Marantz 70th Anniversary Champions ‘Never-Ending Pursuit of Excellence’

Published: July 19, 2023
(Center) Composer and activist Max Richter and broadcaster and journalist Clemency Burton-Hill (right) added insights to the Marantz 70th Anniversary event at Spring Studios in New York City.

Recently at an event in New York City, I joined Marantz to commemorate the venerable audio brand — among the elite audio companies under the Masimo Consumer (formerly Sound United) umbrella — marking seven decades.

Over three days, Marantz welcomed dealers, customers, media members and brand aficionados to Spring Studios in New York City for a 70th Anniversary celebration to remember.

The experience included a museum that showcased Marantz’s legacy, incorporating historic pieces in the history of hi-fi. Indeed, the collection was composed of artifacts flown in from Shirakawa Audio Works in Japan, as well as pieces lent by Kevin Zarow, a longtime Marantz veteran who looks after the company’s Americas operations. Plus, there was a headphone bar stocked with Marantz amplifiers and Denon headphones, giving attendees an incredible musical experience that highlighted its performance and versatility.

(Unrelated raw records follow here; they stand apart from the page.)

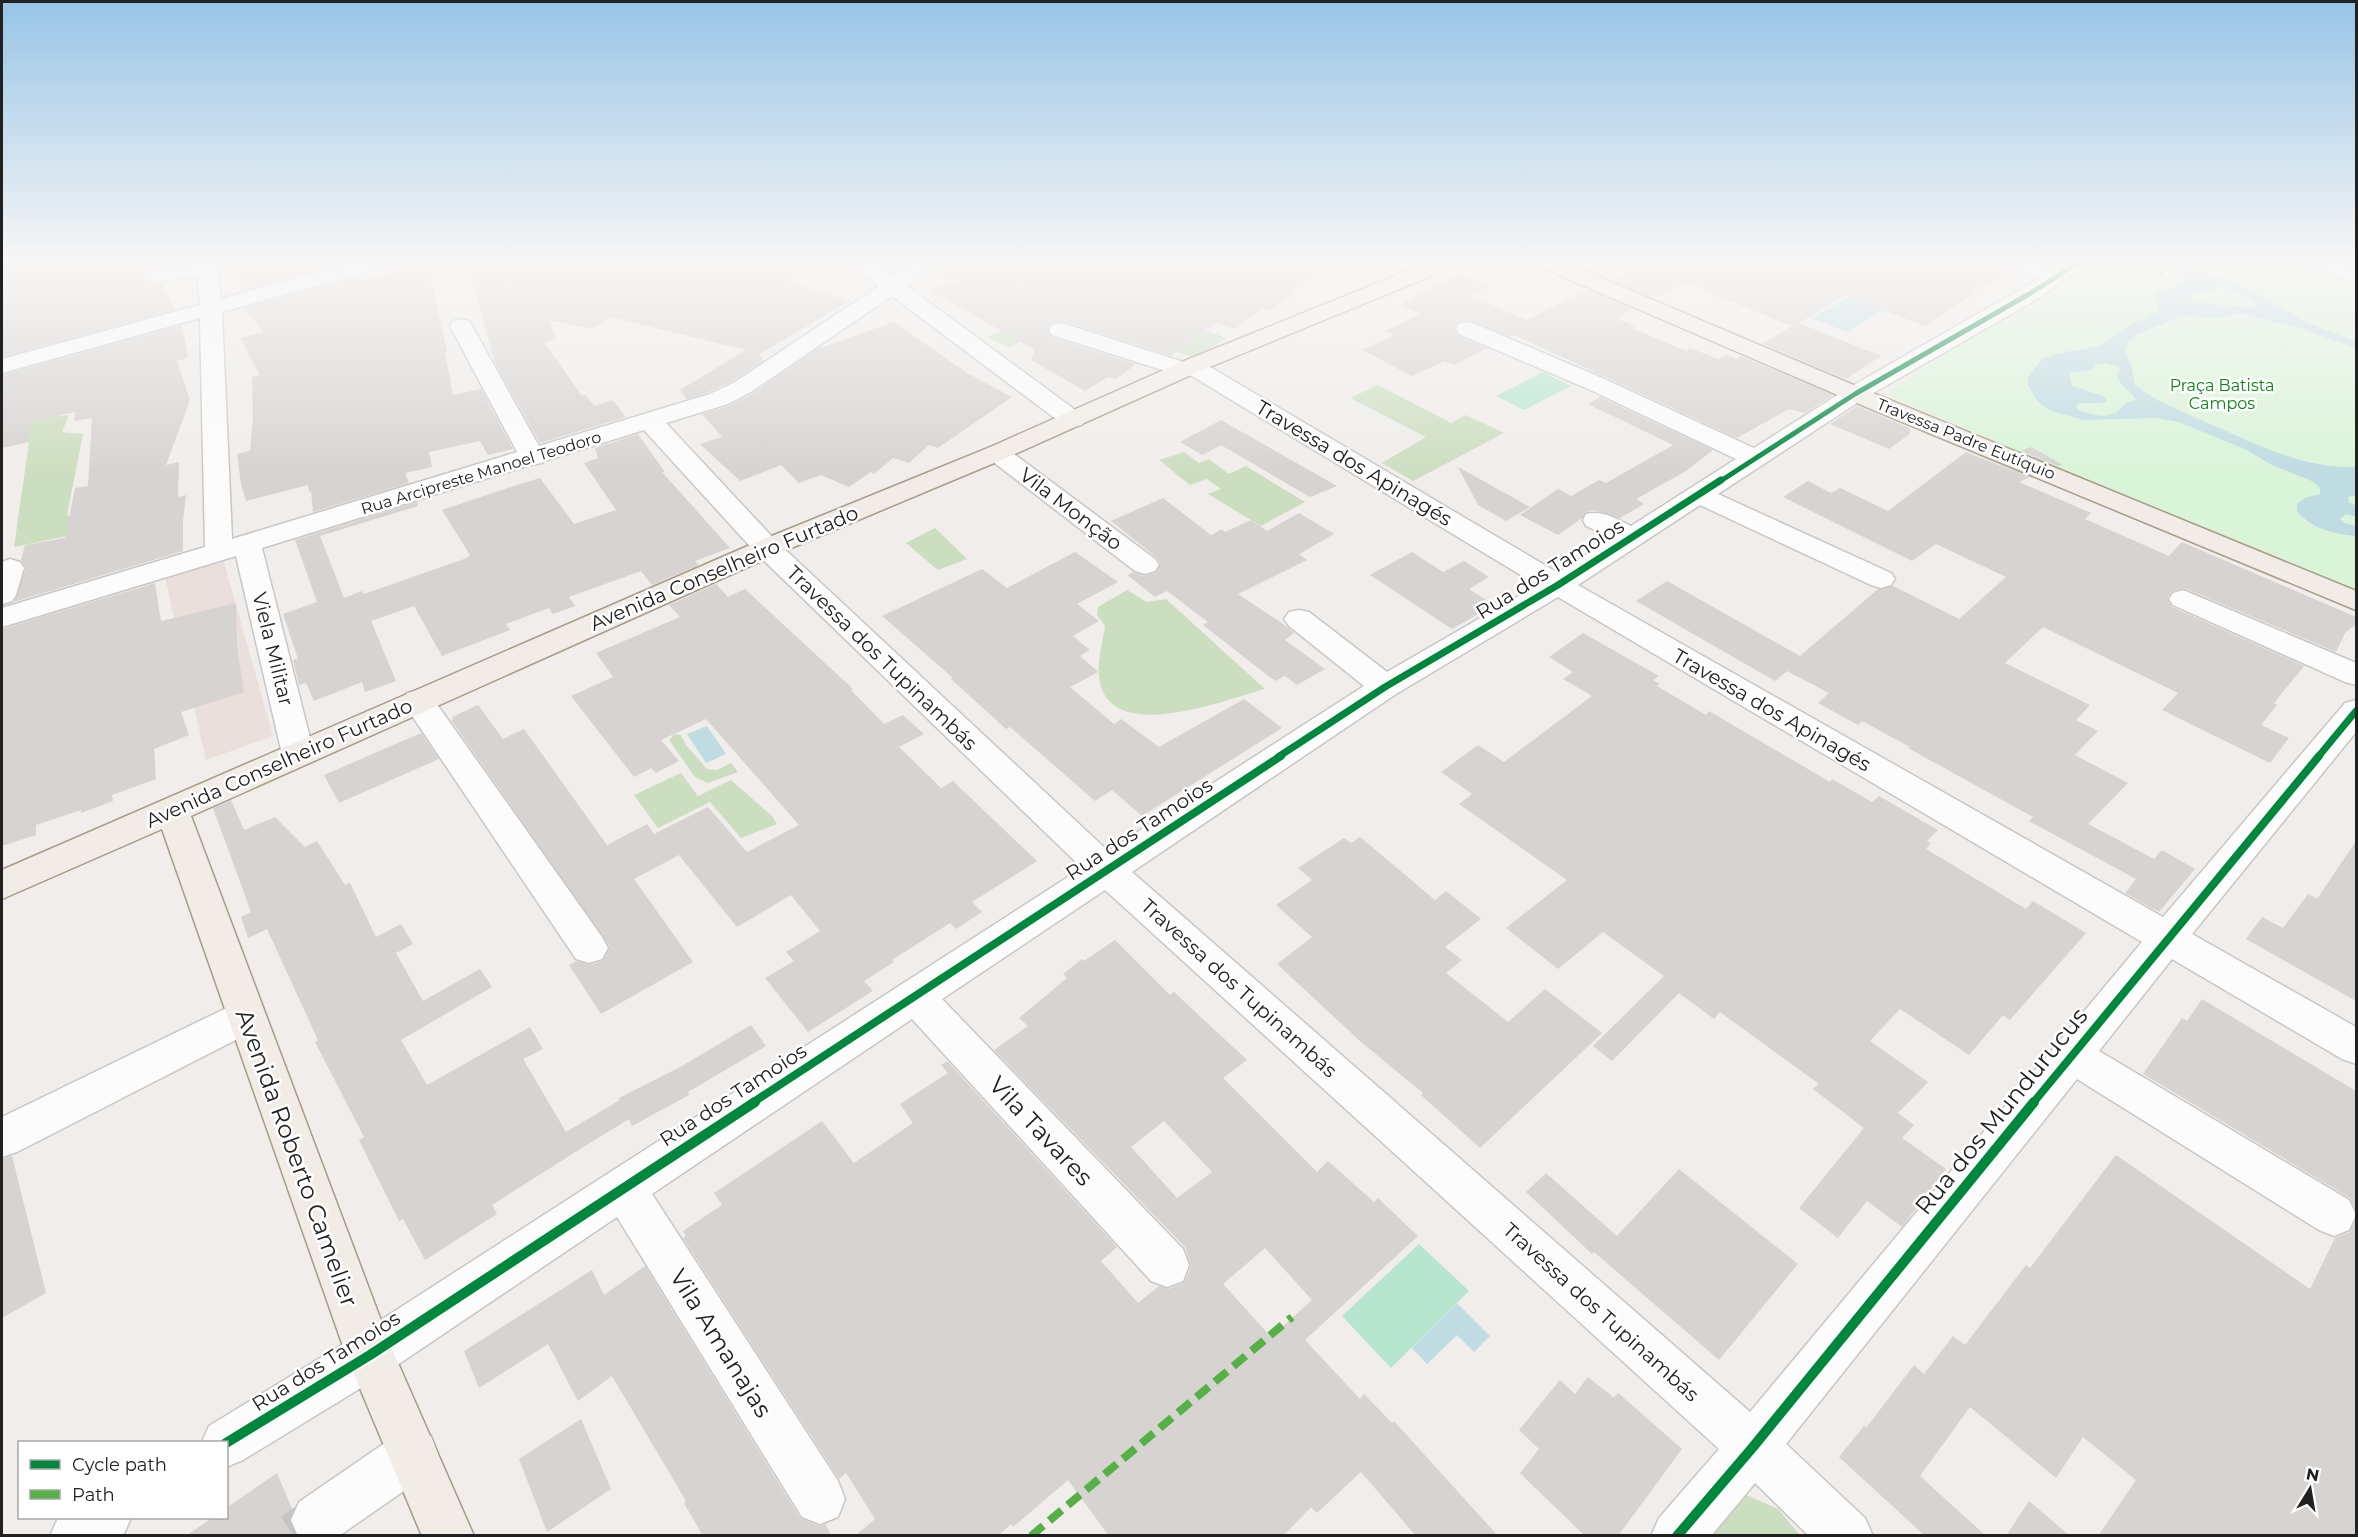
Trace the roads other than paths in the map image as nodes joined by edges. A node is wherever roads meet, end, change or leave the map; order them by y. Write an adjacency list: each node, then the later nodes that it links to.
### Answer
1 (124, 333): 11 (street)
2 (213, 333): 22 (street, Viela Militar)
3 (465, 333): 17 (street)
4 (824, 333): 15 (street, Rua Arcipreste Manoel Teodoro)
5 (953, 333): 14 (street)
6 (1069, 333): 12 (street, Travessa dos Apinagés)
7 (1275, 333): 12 (main road, Avenida Conselheiro Furtado)
8 (1476, 333): 18 (street)
9 (1713, 333): 13 (main road, Travessa Padre Eutíquio)
10 (1960, 333): 13 (street, Rua dos Tamoios)
11 (2, 366)
12 (1189, 368): 14 (main road, Avenida Conselheiro Furtado); 27 (street, Travessa dos Apinagés)
13 (1855, 393): 18 (street, Rua dos Tamoios); 30 (main road, Travessa Padre Eutíquio)
14 (1073, 420): 16 (main road, Avenida Conselheiro Furtado)
15 (650, 421): 17 (street, Rua Arcipreste Manoel Teodoro); 23 (street, Travessa dos Tupinambás)
16 (997, 453): 23 (main road, Avenida Conselheiro Furtado); 24 (street, Vila Monção)
17 (533, 458): 22 (street, Rua Arcipreste Manoel Teodoro)
18 (1753, 458): 19 (street, Rua dos Tamoios)
19 (1700, 495): 21 (street, Rua dos Tamoios); 26 (street)
20 (1596, 520): 21 (street)
21 (1633, 537): 27 (street, Rua dos Tamoios)
22 (233, 547): 31 (street, Rua Arcipreste Manoel Teodoro); 37 (street, Viela Militar)
23 (767, 548): 35 (main road, Avenida Conselheiro Furtado); 39 (street, Travessa dos Tupinambás)
24 (1145, 565)
25 (10, 568): 28 (street)
26 (1881, 579)
27 (1558, 585): 34 (street, Rua dos Tamoios); 41 (street, Travessa dos Apinagés)
28 (2, 595)
29 (2183, 599): 33 (street)
30 (2356, 601)
31 (2, 618)
32 (1299, 620): 34 (street)
33 (2356, 675)
34 (1385, 687): 39 (street, Rua dos Tamoios)
35 (418, 701): 37 (main road, Avenida Conselheiro Furtado); 42 (street)
36 (2356, 711): 41 (street, Rua dos Mundurucus)
37 (298, 754): 38 (main road, Avenida Conselheiro Furtado)
38 (172, 810): 40 (main road, Avenida Conselheiro Furtado); 44 (main road, Avenida Roberto Camelier)
39 (1106, 870): 43 (street, Rua dos Tamoios); 53 (street, Travessa dos Tupinambás)
40 (2, 885)
41 (2168, 937): 45 (street, Travessa dos Apinagés); 46 (street, Rua dos Mundurucus)
42 (589, 948)
43 (916, 996): 48 (street, Rua dos Tamoios); 50 (street, Vila Tavares)
44 (244, 1016): 47 (street); 51 (main road, Avenida Roberto Camelier)
45 (2356, 1047)
46 (2072, 1054): 49 (street); 53 (street, Rua dos Mundurucus)
47 (2, 1138)
48 (623, 1186): 51 (street, Rua dos Tamoios); 55 (street, Vila Amanajas)
49 (2334, 1215)
50 (1167, 1265)
51 (370, 1355): 52 (street, Rua dos Tamoios); 54 (main road, Avenida Roberto Camelier)
52 (228, 1442)
53 (1753, 1447): 60 (street, Rua dos Mundurucus); 61 (street, Travessa dos Tupinambás)
54 (413, 1454): 57 (street); 59 (main road, Avenida Roberto Camelier)
55 (820, 1499)
56 (103, 1519): 58 (street)
57 (317, 1520)
58 (76, 1536)
59 (448, 1536)
60 (1677, 1536)
61 (1847, 1536)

In keeping with Marantz’s brand prestige, as well as its roots in delivering sensorial delights, the company even offered a custom blend of Marantz coffee from Intelligentsia Coffee and a wine list curated by master sommelier Grant Reynolds.

Marantz 70th Anniversary Listening Demo Is Music to Attendees’ Ears

Speaking personally, the highlight of the Marantz 70th anniversary experience was definitely going into the listening room, where assembled media members had a genuine Marantz audio experience, curated by Blake Mills.

We listened to the music through a two-channel system powered by the AMP 10 amplifier and AV 10 preamplifier/processor from Marantz, with front left/right CT7.3s and two DB1 subwoofers from Bowers & Wilkins.

Marantz logo on the wall.

Marantz has been synonymous with high-performance sonics since Saul Marantz founded it in 1953.

Among Mills’ song choices were Juan García Esquivel’s “So Rare,” Curtis Mayfield’s “Blue Monday People,” Sam Gendel’s “Super Woke Dada” and Pino Palladino’s “Just Wrong.” The 20-minute listening session was a sonic experience to remember. Shortly afterward, the gathered group watched a fascinating podcast recording, featuring composer and activist Max Richter and broadcaster and journalist Clemency Burton-Hill.

By the time I caught up with Gary Dayton, senior product marketing manager, Marantz, there could be no mystery about his abundant enthusiasm. After all, he helped architect the anniversary celebration, whose foundational vision was to create visibility for artistic expression. “All of us at Marantz are passionate music lovers,” Dayton stated. “And we’re passionate about art and movies and playback. So, we want to maximize our own experiences with good quality, and we think we’ve got a lot of likeminded individuals out there.”

The thrumming crowd at Spring Studios just proved the point, underscoring Saul Marantz’s prescience on the enduring value of improving sound. “We’re just grateful that a company like Marantz can exist for 70 years [and] give us a forum to monetize our enthusiasm,” Dayton added, reflecting his colleagues’ and his deep appreciation.

As our conversation closed, Dayton addressed the high standards that the current Marantz team challenges itself to meet to maintain the sterling reputation it has built over seven decades. “We definitely feel a responsibility to the heritage of the brand,” he explained. “Not only to maintain a high level of quality through every touchpoint but to continue to look for opportunities to improve.”

In that way, Marantz’s past and future intertwine. Pointing to everything from products and manufacturing to processes and customer service, Dayton summed up the company’s continuing driving force: “Our thread through the 70th anniversary is this never-ending pursuit of excellence.”